Earlier this week, The New Yorker published a 17,000 word article by its editor, David Remnick, summarizing his time spent recently in travels with President Barack Obama. That Remnick should get such access to the president is not a surprise, since under his leadership, The New Yorker has shifted in a significant way from a magazine that was once known and widely respected for its fiction, essays and cartoons, to a magazine indistinguishable from many others for its role advancing the favored causes of the Left in the nation's political wars -- whether it be hysteria about climate change, bashing Israel and its American supporters, or mocking Tea Party supporters and their preferred candidates, as well as Republicans of any denomination. Previous editor Tina Brown had turned The New Yorker into a Vanity Fair twin with fewer pictures and longer articles. Remnick has made The New Yorker a close relation of The Nation with more fashion ads and better paper stock, and the one constant -- longer articles.

Remnick had already given his loving embrace to Obama in a lengthy biography "The Bridge" that was little read, and now found mainly on remainder shelves or on for a penny for the hardcover edition. Remnick discovered some evidence of creative writing (fiction) in Obama's memoir, but worked hard to preserve the reputation of the president, ignoring all evidence that Obama was not even the author of the much lauded "Dreams From My Father". America's great black hope had to be protected, whatever Remnick discovered (or chose to ignore) in his research for the book.

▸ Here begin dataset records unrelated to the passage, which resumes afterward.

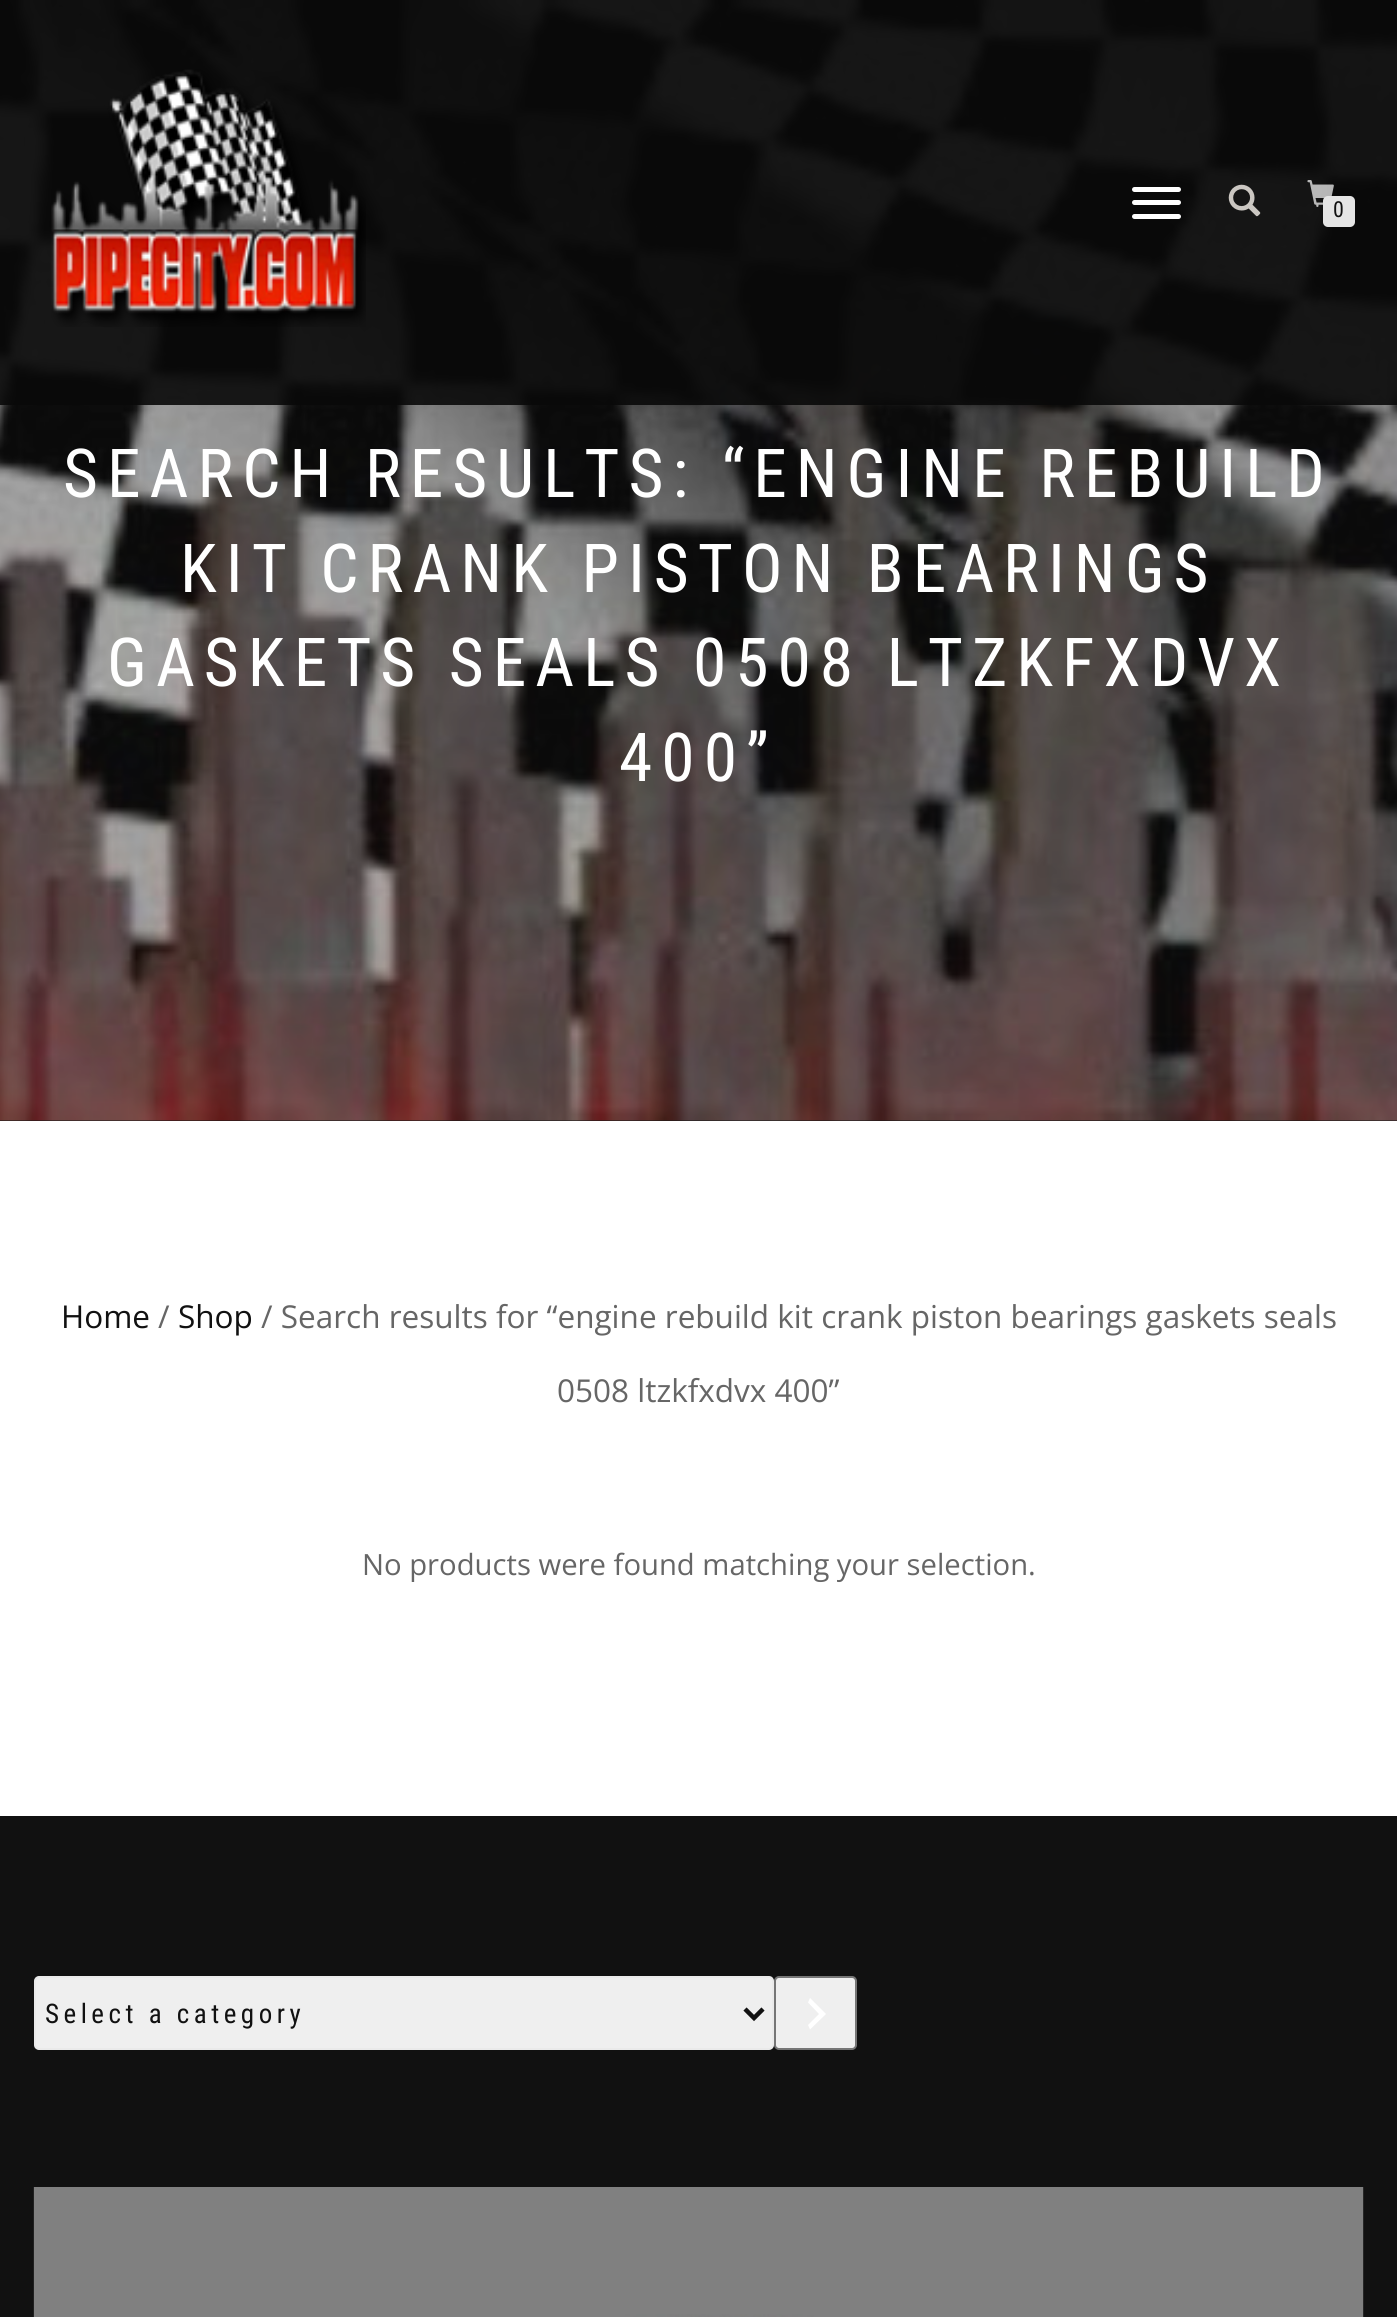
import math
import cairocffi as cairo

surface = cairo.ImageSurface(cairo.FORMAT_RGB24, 1397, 2317)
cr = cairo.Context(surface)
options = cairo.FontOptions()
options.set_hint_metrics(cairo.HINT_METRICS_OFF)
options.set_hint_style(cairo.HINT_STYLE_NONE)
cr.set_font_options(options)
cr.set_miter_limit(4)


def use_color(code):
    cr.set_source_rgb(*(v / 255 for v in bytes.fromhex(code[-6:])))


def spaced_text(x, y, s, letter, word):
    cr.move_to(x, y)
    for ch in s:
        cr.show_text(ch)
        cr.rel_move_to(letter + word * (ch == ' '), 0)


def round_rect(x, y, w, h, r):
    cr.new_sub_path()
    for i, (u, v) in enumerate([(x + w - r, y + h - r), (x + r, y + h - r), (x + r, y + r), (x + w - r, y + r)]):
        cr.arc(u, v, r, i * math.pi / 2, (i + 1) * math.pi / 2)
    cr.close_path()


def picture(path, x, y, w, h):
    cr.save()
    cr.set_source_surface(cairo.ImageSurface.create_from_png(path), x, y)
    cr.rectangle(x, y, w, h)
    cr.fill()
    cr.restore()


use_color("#ffffff")
cr.paint()
use_color("#161616")
cr.rectangle(0, 1120, 1397, 1)
cr.fill()
picture("img4.png", 0, 0, 1397, 1121)
cr.set_source_rgba(0.039, 0.039, 0.039, 0.9)
cr.rectangle(0, 0, 1397, 405)
cr.fill()
picture("img1.png", 51, 69, 315, 258)
use_color("#ffffff")
round_rect(1132, 187, 49, 5, 2.5)
cr.fill()
round_rect(1132, 200, 49, 5, 2.5)
cr.fill()
round_rect(1132, 214, 49, 5, 2.5)
cr.fill()
picture("img2.png", 1228, 184, 33, 33)
picture("img3.png", 1307, 180, 27, 27)
use_color("#e5e5e5")
round_rect(1323, 196, 32, 31, 5)
cr.fill()
cr.select_font_face("Roboto Condensed")
cr.set_font_size(22)
use_color("#111111")
cr.move_to(1333, 217)
cr.show_text("0")
cr.set_font_size(67.5)
use_color("#ffffff")
spaced_text(63, 497, "SEARCH RESULTS: “ENGINE REBUILD", 9, 0)
spaced_text(180, 592, "KIT CRANK PISTON BEARINGS", 9, 0)
spaced_text(107, 686, "GASKETS SEALS 0508 LTZKFXDVX", 9, 0)
spaced_text(619, 781, "400”", 9, 0)
cr.select_font_face("Open Sans")
cr.set_font_size(31.5)
use_color("#111111")
cr.move_to(61, 1328)
cr.show_text("Home")
use_color("#666666")
cr.move_to(158, 1328)
cr.show_text("/")
use_color("#111111")
cr.move_to(178, 1328)
cr.show_text("Shop")
use_color("#666666")
cr.move_to(261, 1328)
cr.show_text("/ Search results for “engine rebuild kit crank piston bearings gaskets seals")
cr.move_to(557, 1402)
cr.show_text("0508 ltzkfxdvx 400”")
cr.set_font_size(29.25)
cr.move_to(362, 1575)
cr.show_text("No products were found matching your selection.")
use_color("#111111")
cr.rectangle(0, 1816, 1397, 501)
cr.fill()
use_color("#090909")
cr.rectangle(1363, 2187, 1, 130)
cr.fill()
use_color("#efefef")
round_rect(35, 1977, 738, 72, 4)
cr.fill_preserve()
use_color("#eaeaea")
cr.stroke()
cr.new_path()
cr.move_to(745, 2009)
cr.line_to(754, 2018)
cr.line_to(763, 2009)
use_color("#111111")
cr.set_line_width(4.5)
cr.stroke()
cr.select_font_face("Roboto Condensed")
cr.set_font_size(27)
spaced_text(45, 2023, "Select a category", 4.5, 0)
use_color("#efefef")
round_rect(775, 1977, 81, 72, 4)
cr.fill_preserve()
use_color("#767676")
cr.set_line_width(2)
cr.stroke()
use_color("#ffffff")
cr.new_path()
cr.move_to(808, 2025)
cr.line_to(819, 2014)
cr.line_to(808, 2002.5)
cr.line_to(810, 1998)
cr.line_to(826, 2014)
cr.line_to(810, 2029.5)
cr.close_path()
cr.fill()
picture("img5.png", 33, 2187, 1331, 130)
surface.write_to_png("result.png")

One part of Remnick's latest article has gotten a fair amount of attention. After the killing of Osama bin Laden, the administration hoped to coast to a 2012 re-election victory with the theme of "Bin Laden is dead (and so is al-Qaida), but General Motors is still alive." The attack on the U.S. Consulate in Benghazi on September 11, 2012, provided an inconvenient truth, as if there were not other evidence around, that al-Qaida will still alive and kicking. It is in light of the campaign's messaging, that the administration's desperate effort to mislead about who was responsible for what happened in Benghazi and why they did what they did, became so important. The New York Times, 16 months after the date of the attack and the killings of the U.S. ambassador and three other Americans, was still busy doing legwork to buttress the White House's original fabrication that the attack resulted from a spontaneous demonstration aroused by a Muslim-mocking video produced by a Coptic Christian in the United States, that of course, no one in Libya had seen. In any case, the Times author, David Kirkpatrick, maintained that no evidence existed that al-Qaida had its hands in the attack. The Times of course, had multiple objectives with the Kirkpatrick whitewash -- make sure Obama came out looking truthful (a big problem after the Obamacare lies), and make Benghazi go away for Hillary Clinton to better enable her to glide to victory in 2016.

With chaos seeming to envelop one country after another since the start of the so-called Arab Spring, and the clear involvement of al-Qaida and Sunni terror groups in violence occurring in many countries at the moment, the president has been at pains to justify his sweeping confidence that al-Qaida was a solved problem. Remnick describes the president's latest "all clear" on al-Qaida this way:

"In the 2012 campaign, Obama spoke not only of killing Osama bin Laden; he also said that al-Qaida had been 'decimated.' I pointed out that the flag of al-Qaida is now flying in Falluja, in Iraq, and among various rebel factions in Syria; al-Qaida has asserted a presence in parts of Africa, too.

"'The analogy we use around here sometimes, and I think is accurate, is if a jayvee team puts on Lakers uniforms that doesn't make them Kobe Bryant,' Obama said, resorting to an uncharacteristically flip analogy. 'I think there is a distinction between the capacity and reach of a bin Laden and a network that is actively planning major terrorist plots against the homeland versus jihadists who are engaged in various local power struggles and disputes, often sectarian.'"

Yesterday came news that Israelis had prevented an al-Qaida attack on the United States Embassy in Tel Aviv. The jayvee squad involved was arrested (Laker benchwarmers?).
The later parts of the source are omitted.